- Required action: Retype all entries exactly, skipping pictures.

- Entries provided:
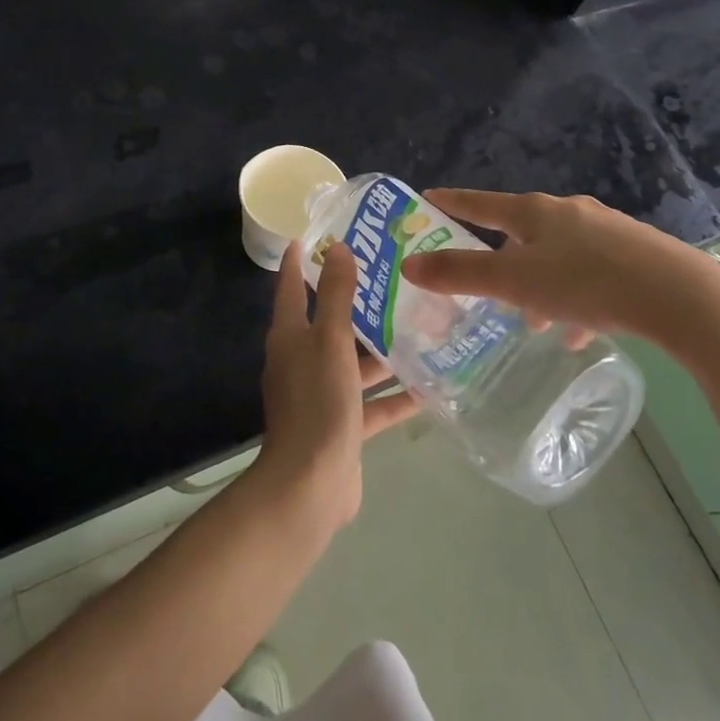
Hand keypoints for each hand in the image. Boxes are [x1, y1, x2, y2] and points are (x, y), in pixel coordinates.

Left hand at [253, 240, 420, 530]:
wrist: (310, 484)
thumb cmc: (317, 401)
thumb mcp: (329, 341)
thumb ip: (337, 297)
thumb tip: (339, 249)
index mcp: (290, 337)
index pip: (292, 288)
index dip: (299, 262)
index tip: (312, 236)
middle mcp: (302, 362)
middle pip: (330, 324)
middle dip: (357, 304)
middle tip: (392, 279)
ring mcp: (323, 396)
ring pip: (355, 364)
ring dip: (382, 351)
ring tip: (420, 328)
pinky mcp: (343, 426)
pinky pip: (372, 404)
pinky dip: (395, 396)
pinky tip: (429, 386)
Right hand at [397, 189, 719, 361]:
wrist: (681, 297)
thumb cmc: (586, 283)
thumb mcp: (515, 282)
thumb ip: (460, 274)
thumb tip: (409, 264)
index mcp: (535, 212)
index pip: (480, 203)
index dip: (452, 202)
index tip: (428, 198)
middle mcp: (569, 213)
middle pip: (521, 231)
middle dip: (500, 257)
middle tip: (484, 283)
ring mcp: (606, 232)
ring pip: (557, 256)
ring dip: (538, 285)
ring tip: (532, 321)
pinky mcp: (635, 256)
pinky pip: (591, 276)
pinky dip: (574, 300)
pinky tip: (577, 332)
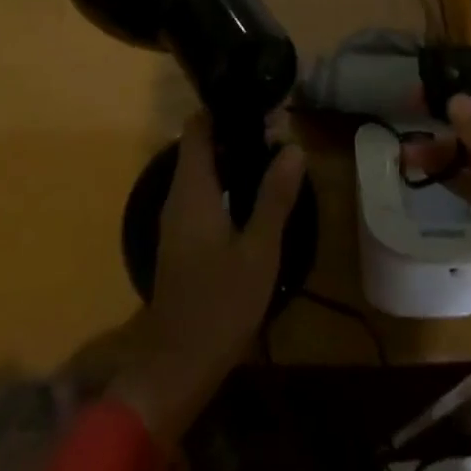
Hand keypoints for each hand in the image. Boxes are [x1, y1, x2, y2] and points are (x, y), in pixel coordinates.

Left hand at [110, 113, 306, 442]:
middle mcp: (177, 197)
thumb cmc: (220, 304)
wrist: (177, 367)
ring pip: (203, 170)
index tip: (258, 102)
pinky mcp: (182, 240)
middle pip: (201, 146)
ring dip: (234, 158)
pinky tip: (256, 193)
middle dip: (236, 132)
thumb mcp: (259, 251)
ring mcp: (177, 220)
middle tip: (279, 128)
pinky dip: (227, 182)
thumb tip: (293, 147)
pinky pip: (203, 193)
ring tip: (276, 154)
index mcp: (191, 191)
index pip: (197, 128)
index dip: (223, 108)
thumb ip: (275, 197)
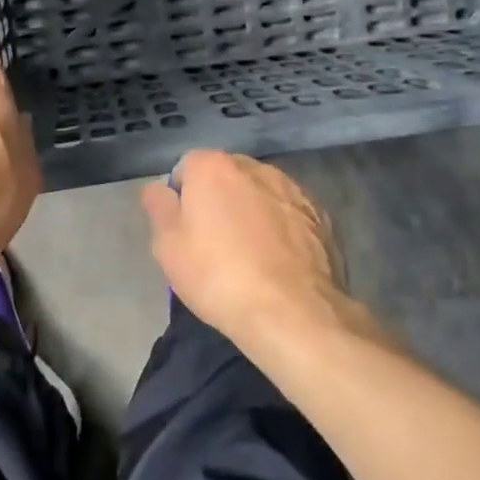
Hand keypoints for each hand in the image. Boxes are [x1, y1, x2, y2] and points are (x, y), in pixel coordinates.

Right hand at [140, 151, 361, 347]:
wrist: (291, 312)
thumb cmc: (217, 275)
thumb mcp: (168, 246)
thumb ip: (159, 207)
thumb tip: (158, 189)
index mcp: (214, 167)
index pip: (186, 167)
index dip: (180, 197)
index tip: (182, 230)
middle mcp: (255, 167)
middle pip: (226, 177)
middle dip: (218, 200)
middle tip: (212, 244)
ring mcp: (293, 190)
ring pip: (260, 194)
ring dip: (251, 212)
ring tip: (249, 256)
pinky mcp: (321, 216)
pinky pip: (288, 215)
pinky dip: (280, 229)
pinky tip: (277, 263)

- Solved problem:
Hand keypoints for each hand in the image. Boxes are [x1, y1, x2, y2] and points are (x, y), in pixel coordinates.

Left hand at [253, 240, 420, 530]:
wrist: (310, 484)
thumb cmc: (317, 401)
thumb mcp: (329, 341)
thumb ip: (337, 297)
thumb tip: (339, 249)
index mcp: (290, 337)
index pip: (292, 288)
index dip: (299, 262)
index tip: (312, 236)
middle mcp: (302, 362)
middle pip: (330, 324)
middle dip: (357, 304)
middle tip: (392, 279)
ring mcp: (323, 396)
ring pip: (355, 364)
ring dip: (382, 351)
ring tip: (420, 328)
pinky mcp: (343, 426)
pinky pip: (372, 404)
pinky dip: (395, 396)
pinky tip: (429, 386)
Right hand at [397, 189, 719, 361]:
wrist: (681, 297)
thumb cmc: (586, 283)
thumb mcp: (515, 282)
thumb ip: (460, 274)
thumb tip: (409, 264)
index mcp: (535, 212)
index pip: (480, 203)
index dip: (452, 202)
index tip: (428, 198)
middle mcp: (569, 213)
middle pip: (521, 231)
middle dip: (500, 257)
middle tip: (484, 283)
ring mcp: (606, 232)
ring pip: (557, 256)
ring dip: (538, 285)
ring tip: (532, 321)
pinky mcp: (635, 256)
pinky pip: (591, 276)
pinky dip: (574, 300)
pinky tip: (577, 332)
Hand keypoints for each hand in the image. Boxes are [x1, y1, x2, y2] and points are (x, y), in pixel coordinates.

Left hand at [110, 113, 306, 442]:
middle mcp: (177, 197)
thumb cmc: (220, 304)
wrist: (177, 367)
ring pip: (203, 170)
index tip: (258, 102)
pinky mcp: (182, 240)
middle pip: (201, 146)
ring dip: (234, 158)
pinky tip: (256, 193)
middle dip: (236, 132)
thumb mcp: (259, 251)
ring mcp: (177, 220)
middle tip: (279, 128)
pinky dip: (227, 182)
thumb tip: (293, 147)
pinky pip: (203, 193)
ring tip: (276, 154)
index mcp: (191, 191)
index pip: (197, 128)
index dip: (223, 108)
thumb ip: (275, 197)
Hand keypoints for each hand in the image. Boxes are [x1, y1, x2, y2] and points are (x, y), in pixel coordinates.

Right hand at [140, 151, 361, 347]:
wrist: (291, 312)
thumb cmc: (217, 275)
thumb mcp: (168, 246)
thumb ip: (159, 207)
thumb tip: (158, 189)
index mcp: (214, 167)
index pip: (186, 167)
index dip: (180, 197)
index tip: (182, 230)
middle mcp: (255, 167)
middle pip: (226, 177)
middle dip: (218, 200)
middle tip: (212, 244)
ring mcp: (293, 190)
ring pip: (260, 194)
ring dip: (251, 212)
ring tip: (249, 256)
pinky mcp: (321, 216)
pinky pip: (288, 215)
pinky dip: (280, 229)
pinky tip: (277, 263)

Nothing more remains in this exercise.